I guess it’s the fear of addiction that worries me the most. I have quit drinking and tobacco which were both lifelong addictions and I didn’t suffer anything I recognized as withdrawal, I didn’t go to groups or anything, But with the things that I have read and seen with pills / drug addiction it is a very scary thing to quit, I am not handling anything at all very well, actually I am barely managing anything. And my mind when I happen to get onto this topic, runs with it, possibly twisting things just to aggravate my fears.
I hope that you are only partially right as far as the “you kind of have to deal with that when the time comes “ part, I hope that I will have my friends here to try and help me with that if the time comes.
I also remember you were one that didn’t need responses back, I don’t remember your exact words. If I feel the need to write something back to you, you don’t have to read it or respond.
Thank you again,
@mytwistedsoul
I just wanted to tell you that you are a very important and special part of my life. Your words and the love behind those words are not lost on me. I started my ramblings with no expectations of hearing anything from anyone, and thanks to you and several others, I seem to have friendships somehow rooted in my darkness.
It is always a wonderful feeling to read your words directed my way. It also means a lot to me to know that you are still checking in on me when you don’t feel like saying anything but heart or voteup or upvote, whatever it is called. Just that simple gesture of marking the heart means a lot to me.
Thank you
@Iamwhoiamwhoami Oh gosh Iam thank You. This was so nice to read tonight. I'm not sure how I found my way here to your thread how ever long ago it was but I'm glad I did. I know all too well what it's like to not have anyone and having to go through everything alone. And you know there's some beautiful things that can be seen in the dark. Stars and the moon. And some carry their own light in the dark like fireflies - how cool is that? It's been nice getting to know you
For having a mind whose thoughts bounce around so much, how can those darkest of thoughts when I wake up and before I sleep and be so focused snd so predictable.
Hi - when will the discussion between Harris and Trump be tonight - I'll try to watch it.
@Helgafy
I copied this from something I found on the internet for you.
What time is the debate tonight?
The debate is set to begin at 9 p.m. ET.
How to watch the presidential debate
The debate will air on ABC and stream on ABC News Live, Disney+ and Hulu, according to ABC.
On Tuesday, September 10, 2024, at 9pm EDT, USA TODAY will stream The ABC News Presidential Debate Simulcast on the USA TODAY channel available on most smart televisions and devices.
@Helgafy
I am in the US so this is where to watch it here I don’t know how that relates to your options.

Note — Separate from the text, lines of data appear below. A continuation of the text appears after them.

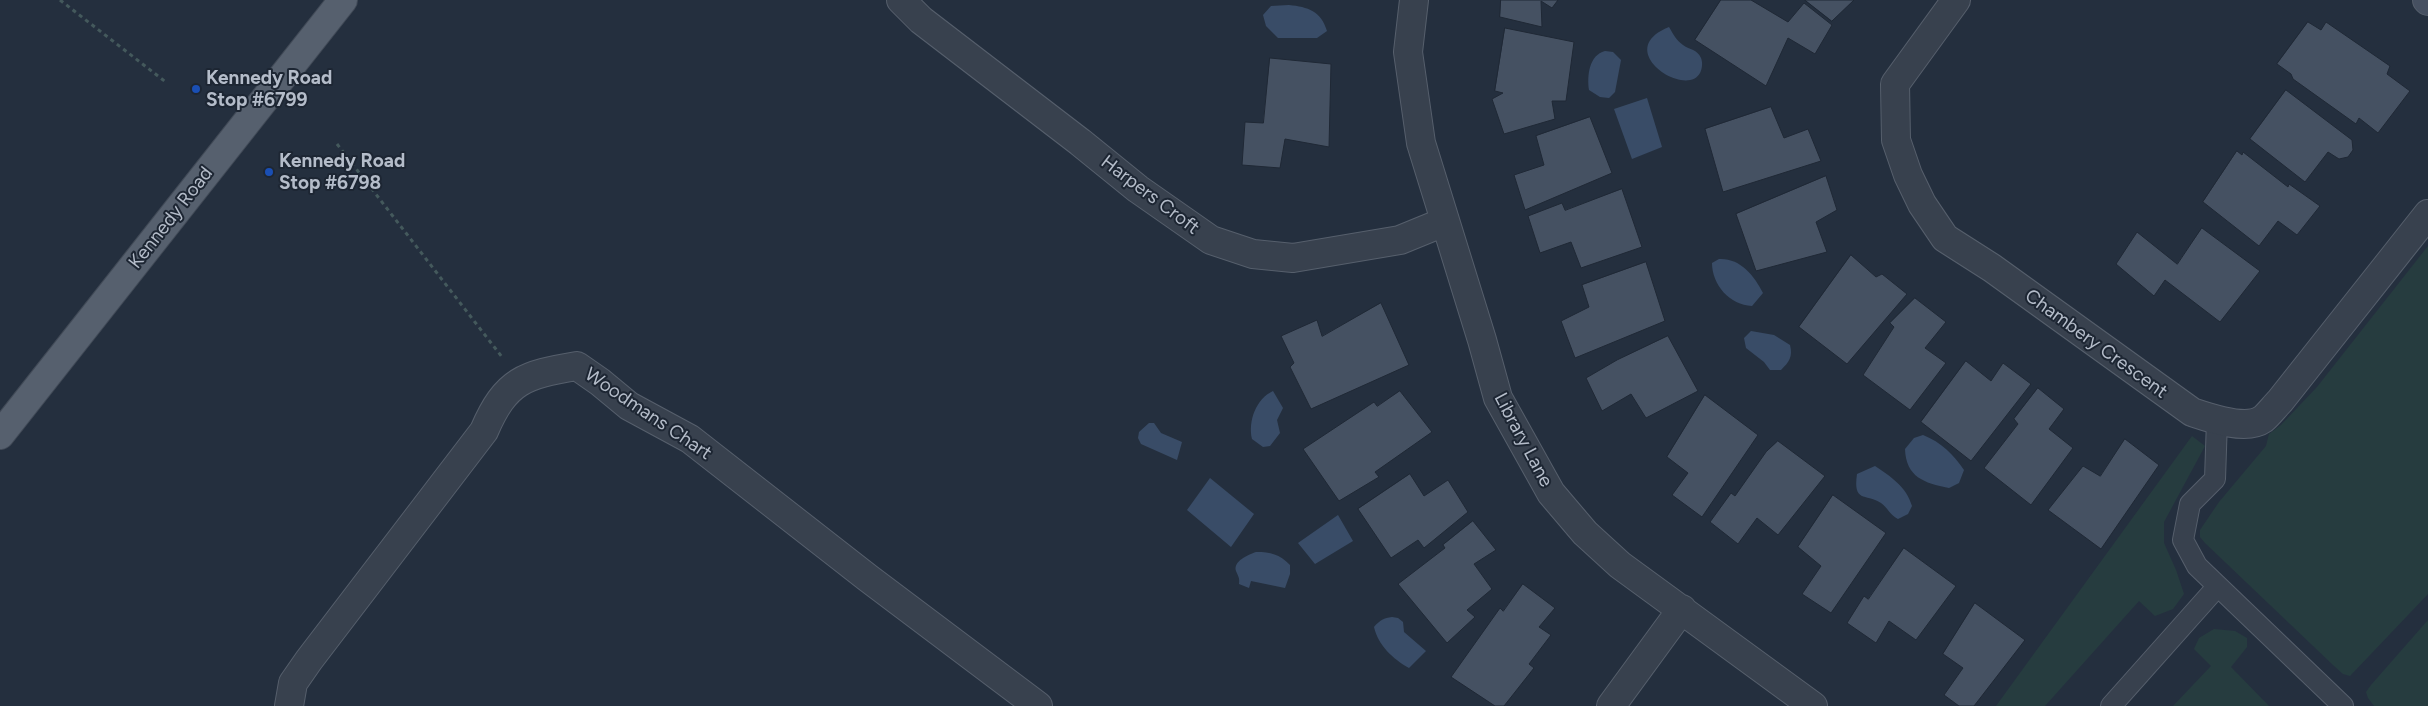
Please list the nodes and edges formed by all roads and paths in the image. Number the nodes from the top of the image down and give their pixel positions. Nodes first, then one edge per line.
1 (60, 0) edge
2 (343, 0) edge
3 (901, 0) edge
4 (1414, 0) edge
5 (1956, 0) edge
6 (166, 83) dead end
7 (337, 144) dead end
8 (2428, 214) edge
9 (1444, 222) junction
10 (518, 382) junction
11 (2217, 420) junction
12 (0, 435) edge
13 (2217, 587) junction
14 (1682, 609) junction
15 (289, 706) edge
16 (1038, 706) edge
17 (1610, 706) edge
18 (1813, 706) edge
19 (2112, 706) edge
20 (2343, 706) edge

1 - 6 path
2 - 12 main road, Kennedy Road
3 - 9 street, Harpers Croft
4 - 9 street, Library Lane
5 - 11 street, Chambery Crescent
7 - 10 path
8 - 11 street, Chambery Crescent
9 - 14 street, Library Lane
10 - 15 street, Woodmans Chart
10 - 16 street, Woodmans Chart
11 - 13 lane
13 - 19 lane
13 - 20 lane
14 - 17 street
14 - 18 street, Library Lane

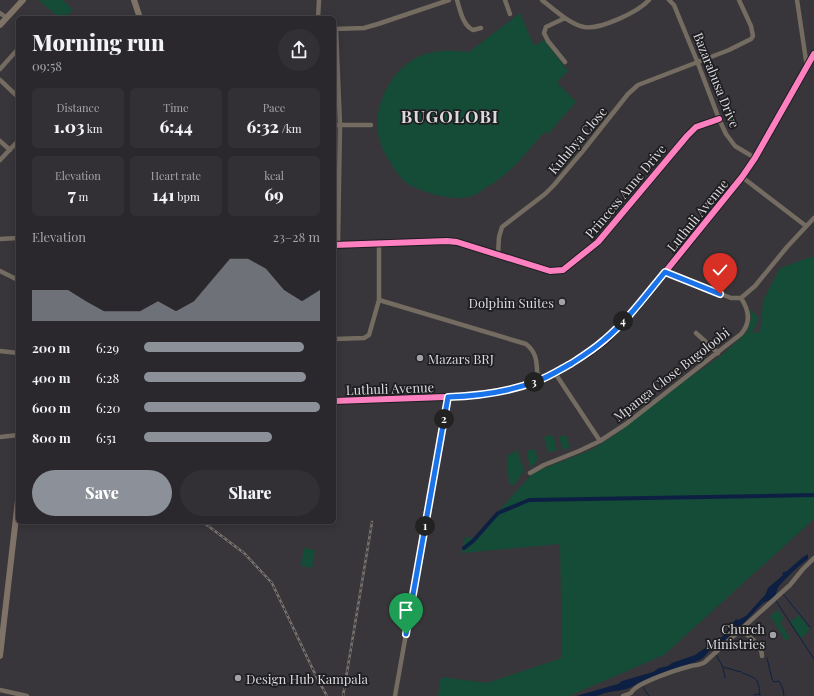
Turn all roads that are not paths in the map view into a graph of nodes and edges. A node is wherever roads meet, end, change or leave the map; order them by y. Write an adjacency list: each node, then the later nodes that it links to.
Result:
1 (23, 0): 16 (main road)
2 (134, 0): 14 (main road)
3 (319, 0): 15 (street)
4 (450, 0): 20 (street)
5 (457, 0): 19 (street)
6 (505, 0): 13 (street)
7 (542, 0): 17 (street)
8 (649, 0): 17 (street)
9 (669, 0): 24 (street, Bazarabusa Drive)
10 (739, 0): 24 (street, Kulubya Close)
11 (797, 0): 26 (street)
12 (0, 13): 16 (street)
13 (510, 14)
14 (139, 16)
15 (318, 16)
16 (7, 18): 18 (main road)
17 (565, 18): 25 (street)
18 (0, 25)
19 (481, 28)
20 (336, 29)
21 (336, 48): 32 (street)
22 (16, 51): 27 (street)
23 (814, 54): 26 (street, Luthuli Avenue)
24 (697, 61): 30 (street, Bazarabusa Drive); 46 (street, Kulubya Close)
25 (566, 62)
26 (807, 66): 37 (street, Luthuli Avenue)
27 (0, 69)
28 (0, 80): 29 (street)
29 (16, 95)
30 (719, 119): 37 (street, Bazarabusa Drive); 46 (street, Princess Anne Drive)
31 (336, 125): 32 (street)
32 (340, 125): 33 (street); 45 (street)
33 (371, 125)
34 (0, 141): 36 (street)
35 (16, 143): 36 (street)
36 (10, 150): 38 (street)
37 (755, 158): 39 (street, Luthuli Avenue)
38 (0, 160)
39 (742, 177): 41 (street); 48 (street, Luthuli Avenue)
40 (814, 218): 41 (street)
41 (806, 226): 50 (street)
42 (16, 238): 43 (street)
43 (0, 239)
44 (379, 244): 45 (street, Princess Anne Drive); 46 (street, Princess Anne Drive); 51 (street)
45 (336, 245)
46 (498, 255)
47 (0, 271): 49 (street)
48 (665, 272): 50 (street); 57 (street, Luthuli Avenue)
49 (16, 279)
50 (740, 298): 56 (street, Mpanga Close Bugoloobi)
51 (379, 300): 53 (street); 58 (street)
52 (696, 333): 56 (street)
53 (336, 339)
54 (0, 351): 55 (street)
55 (16, 353)
56 (718, 353): 63 (street, Mpanga Close Bugoloobi)
57 (555, 373): 58 (street, Luthuli Avenue); 63 (street)
58 (538, 381): 59 (street, Luthuli Avenue)
59 (448, 397): 60 (street, Luthuli Avenue); 72 (street)
60 (336, 401)
61 (16, 435): 62 (street)
62 (0, 437)
63 (600, 441): 64 (street, Mpanga Close Bugoloobi)
64 (530, 473)
65 (16, 517): 68 (main road)
66 (814, 558): 67 (street)
67 (741, 630): 69 (street); 73 (street)
68 (0, 656)
69 (762, 656)
70 (0, 690): 71 (street)
71 (27, 696)
72 (395, 696)
73 (623, 696)

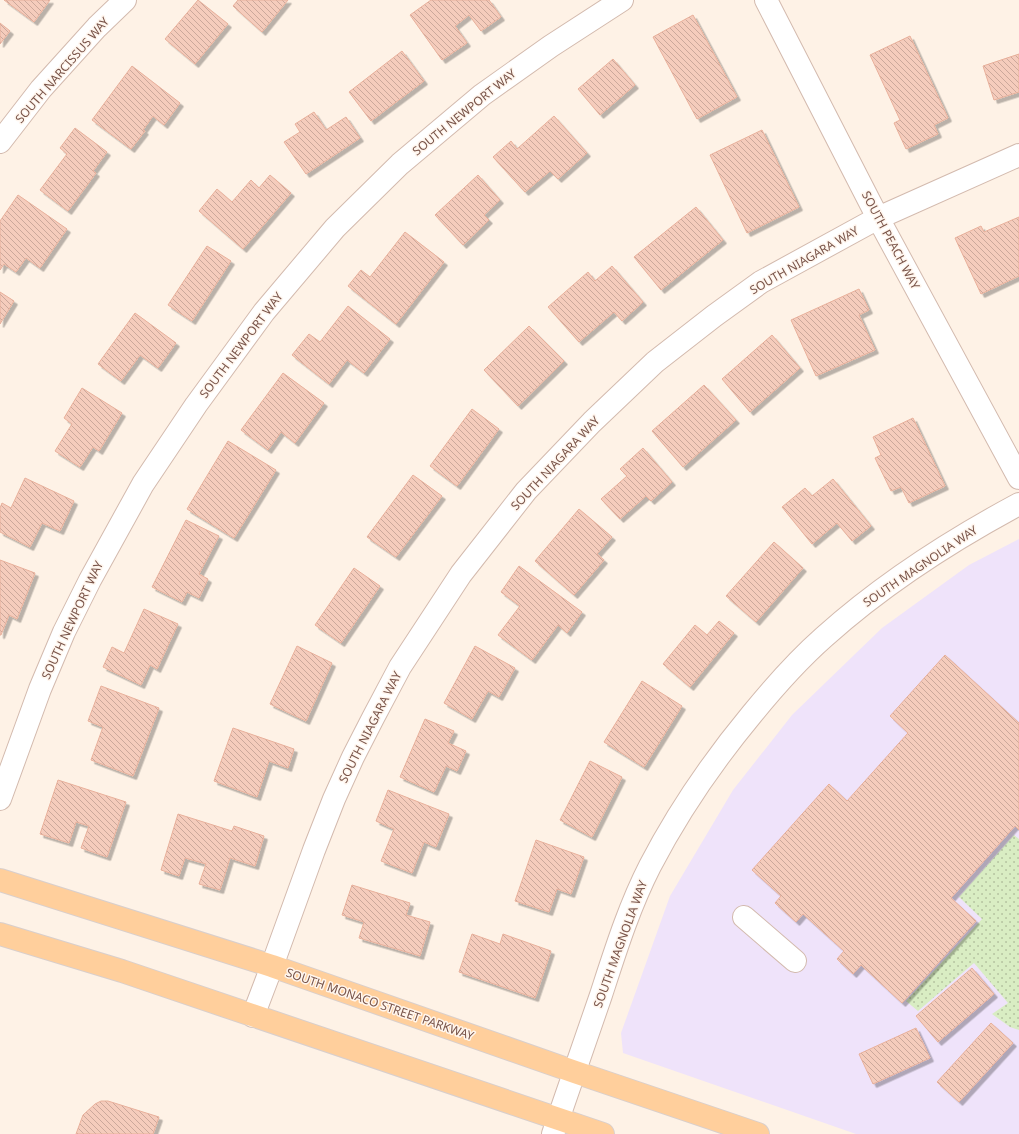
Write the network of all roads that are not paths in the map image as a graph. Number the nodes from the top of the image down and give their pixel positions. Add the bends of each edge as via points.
1 (126, 0) edge
2 (622, 0) edge
3 (766, 0) edge
4 (0, 142) edge
5 (1019, 154) edge
6 (878, 218) junction
7 (1019, 478) edge
8 (1019, 504) edge
9 (0, 799) edge
10 (0, 880) edge
11 (744, 916) dead end
12 (0, 934) edge
13 (795, 961) dead end
14 (272, 966) junction
15 (253, 1016) junction
16 (575, 1072) junction
17 (556, 1127) edge
18 (604, 1134) edge
19 (758, 1134) edge

1 - 4 street, SOUTH NARCISSUS WAY via 42,89
2 - 9 street, SOUTH NEWPORT WAY via 482,95 400,164 335,228 264,312 196,405 143,484 90,580 40,689
3 - 6 street, SOUTH PEACH WAY
5 - 6 street, SOUTH NIAGARA WAY
6 - 7 street, SOUTH PEACH WAY
6 - 14 street, SOUTH NIAGARA WAY via 761,282 714,316 650,368 592,422 526,491 461,574 400,667 334,799
8 - 16 street, SOUTH MAGNOLIA WAY via 934,553 856,609 785,675 734,735 686,804 650,867 624,927
10 - 14 main road, SOUTH MONACO STREET PARKWAY
11 - 13 street
12 - 15 main road via 122,971
14 - 15 street, SOUTH NIAGARA WAY
14 - 16 main road, SOUTH MONACO STREET PARKWAY
15 - 17 main road
16 - 17 street, SOUTH MAGNOLIA WAY
16 - 19 main road, SOUTH MONACO STREET PARKWAY
17 - 18 main road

I have been blessed with several friends reaching out tome here and they have actually been brave enough ro read my writings and respond to some of them. This means so much to me. Why can’t all of their kindness, love and support be enough to overcome and push my darkness out of the picture? They are such wonderful people and I at times feel guilty and sad that I am still the same as I always have. I know I shouldn’t feel this way but it’s just another one of those things that is intertwined with the roots of me. They tell me they will always be by my side and I am sure that is true. But another deep rooted thing is my self doubt and fear of saying or doing something that pushes them away. Like my writings like this stating that these things are still there and I still struggle with them. These wonderful people will get tired of repeating their support for me especially when I continue to repeat my same struggles. I’m so screwed up.